# Puberty = forgetting potty training?



## ryuen90247 (Mar 30, 2009)

Hi everyone,

My puppy brooklyn is house trained and generally always uses the pad. For the past 3 weeks we've been training him to use the bathroom outside and it's worked really well.. we leave wee wee pads inside the house nevertheless and he'll pee on it if he needs to.

Within the past week, he suddently started peeing everywhere in the house. He peed on my bed twice (he's never done it before after 5 months), on the rugs, on the floors in the hallway... simply everywhere but his pad. I also noticed that his testicles dropped this week.

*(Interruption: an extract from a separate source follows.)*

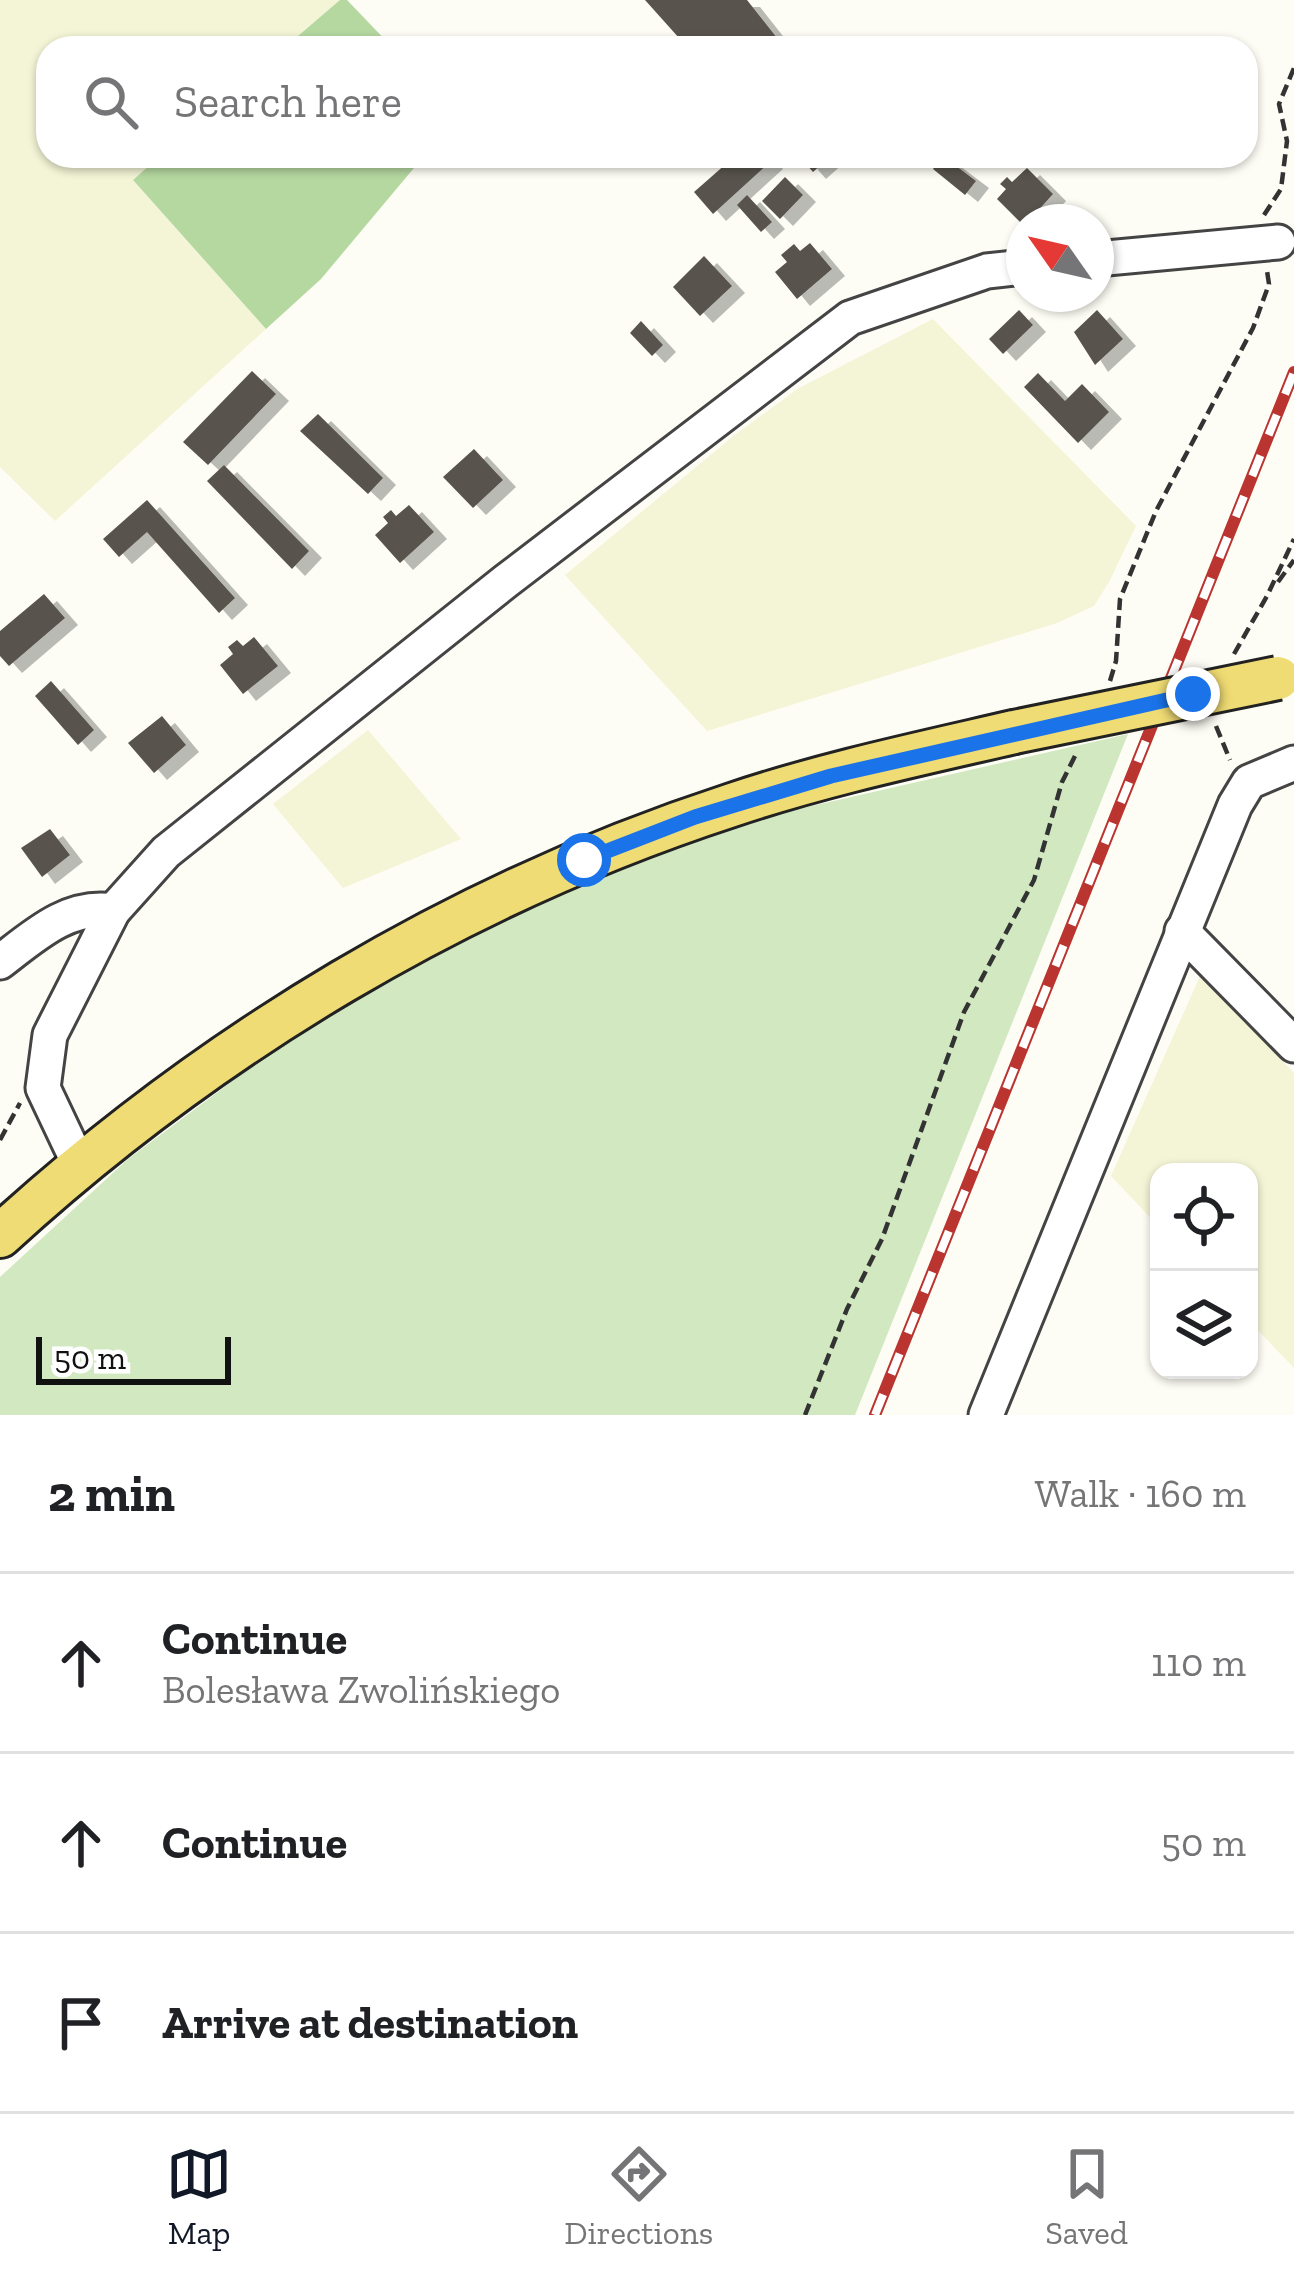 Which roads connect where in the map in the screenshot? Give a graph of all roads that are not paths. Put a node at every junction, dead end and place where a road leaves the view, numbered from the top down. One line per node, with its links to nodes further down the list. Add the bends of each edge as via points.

Could the fact that his testicles drop contribute to the reason why he suddenly has decided to pee everywhere but his pad? Do you think it could be confusion from training him to pee outside (side note: he's been going outside successfully for 2 weeks until this past week so it seems unlikely that that is a factor)

Your thoughts?


----------



## TooneyDogs (Aug 6, 2007)

The issue is fairly simple.....you taught him that it was OK to go in the house and then taught him it was OK to go outside. Now, he realizes that it's pretty much OK to go anywhere. You tend to focus on the pads but, obviously, he doesn't.
I would eliminate the pads entirely and teach him new rules....no potty in the house....outside only.


----------



## BoxMeIn21 (Apr 10, 2007)

Your dog is not housetrained if he's still going in the house.  He may have a UTI (which a vet check would be in order to rule out) but if that all checks out I am pretty sure that confusion is a possibility.  By using the pee pads you have essentially taught him that it's okay to soil inside the house. Which is something that contradicts the whole house training process. How old is he exactly? They do tend to forget everything you've ever taught them when they hit their teen years so it's going to be in your best interest to treat him like he's an 8 week old pup again. Up the amount of potty breaks you are giving him and employ some tasty treats when he goes outside. You also want to restrict his freedom because he cannot be trusted. Oh yeah and ditch those pee pads...Do you have a crate or room you can leave him in while you're not home?


----------



## midnight mojo (Oct 7, 2008)

Teaching a dog to use pads and to go outside is possible, there are several of us on these forums who have done it with our dogs.

Does he need to go to the bathroom and just pees wherever or has he started marking and pees small amounts everywhere? I was very fortunate that Mojo didn't get into marking. I heavily reinforced using his pad and only if all 4 paws were in the box (we put a pad in a litterbox) so he'd know that only the pad was acceptable and only if he was completely on it (no standing outside the box and "aiming" for the pad). He's 7.5 months old and we still give him a treat every time we seem him use his pad to keep reinforcing it.

If he's peeing a lot everywhere, then I'd definitely check with the vet as it could be a UTI. Although I don't think that would explain why he's going everywhere _but_ on his pads.

Are you using Nature's Miracle or some other cleaner with enzymes to clean up the accidents? That's really important because even if you can't smell it, your dog can and if the carpet smells like pee he'll think it's fine to pee there.


----------



## JoeRosco (Mar 22, 2009)

My pup goes #2 outside but still uses pads inside to pee. Don't know why but she thinks she shouldn't pee outside unless we have been out for hours. This weekend she started missing the pad and the pad is clean so it's not that I think she is trying to get my attention because it's always when I am petting my cats.


----------